Arthur Rimbaud
Deserts of Love (I)
This is certainly the same countryside. The same rustic house that belonged to my parents: the very room where above the doors reside reddening pastoral scenes, coats of arms, lions. One dines in a hall filled with candles and wines and rustic wainscoting. The table is very large. And the servants! There were many, as many as I had recalled. --And there was even one of my old friends who'd stopped by, a priest, and dressed like one: it allowed him greater freedom. I remember his crimson room, with yellow paper windowpanes: and his books, all hidden away, that had been soaked by the sea.
I was abandoned, in this endless country house; I read in the kitchen drying my muddy clothes in front of my hosts' parlor conversations: moved to death by morning's murmuring milk and the late century's night.

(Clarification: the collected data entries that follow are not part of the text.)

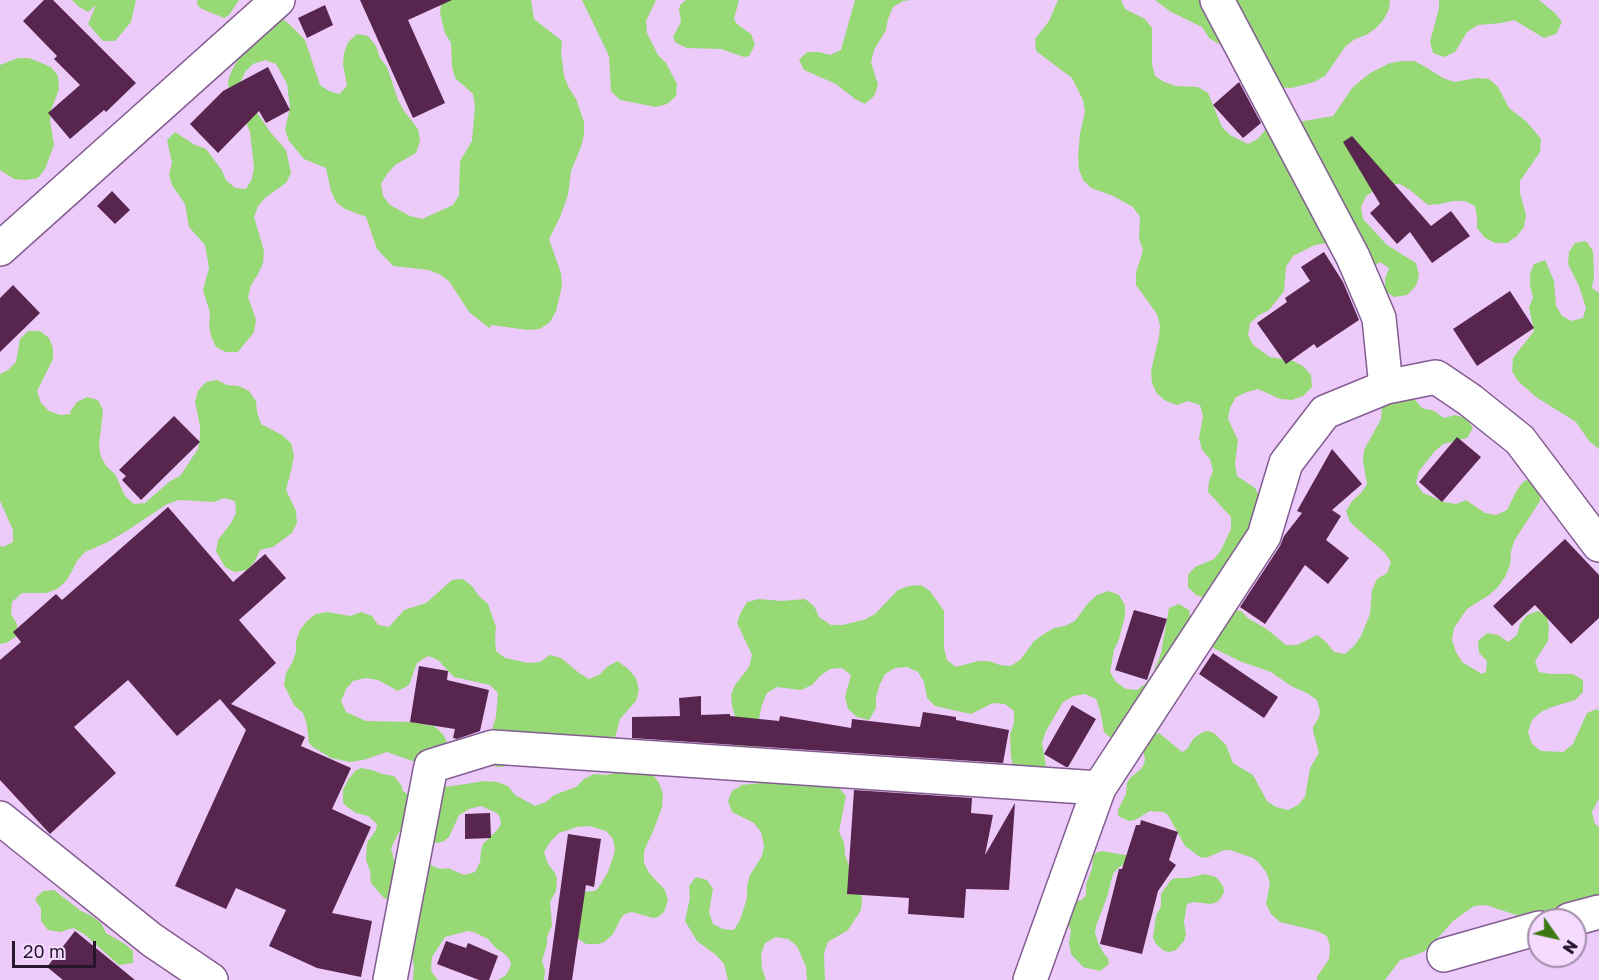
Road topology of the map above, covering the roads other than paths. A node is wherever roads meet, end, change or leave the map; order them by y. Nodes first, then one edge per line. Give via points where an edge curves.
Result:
1 (278, 0) edge
2 (1217, 0) edge
3 (0, 249) edge
4 (1386, 387) junction
5 (1599, 545) edge
6 (1099, 788) junction
7 (0, 818) edge
8 (1527, 931) edge
9 (1444, 955) dead end
10 (211, 980) edge
11 (390, 980) edge
12 (1030, 980) edge

1 - 3 street
2 - 4 street via 1353,257 1379,318
4 - 5 street via 1436,377 1470,400 1521,440
4 - 6 street via 1325,412 1286,463 1264,536
6 - 11 street via 493,747 431,766
6 - 12 street
7 - 10 street via 152,940
8 - 9 street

I was in a very dark room: what was I doing? A servant drew close: I can tell you she was a little dog, however pretty, and, it seemed to me, possessing an inexpressible maternal nobility: pure, familiar, utterly charming! She pinched my arm.
I don't even remember her face very well anymore: this isn't so that I might manage to remember her arm, whose skin I rolled between my fingers; nor her mouth, which my own seized upon like a desperate little wave, endlessly digging for something within. I backed her into a basket filled with cushions and boat canvas in a dark corner. All I remember now are her white lace panties.
Then, such despair! The barrier shifted, somehow became the shadows of trees, and I sank beneath the amorous sadness of night.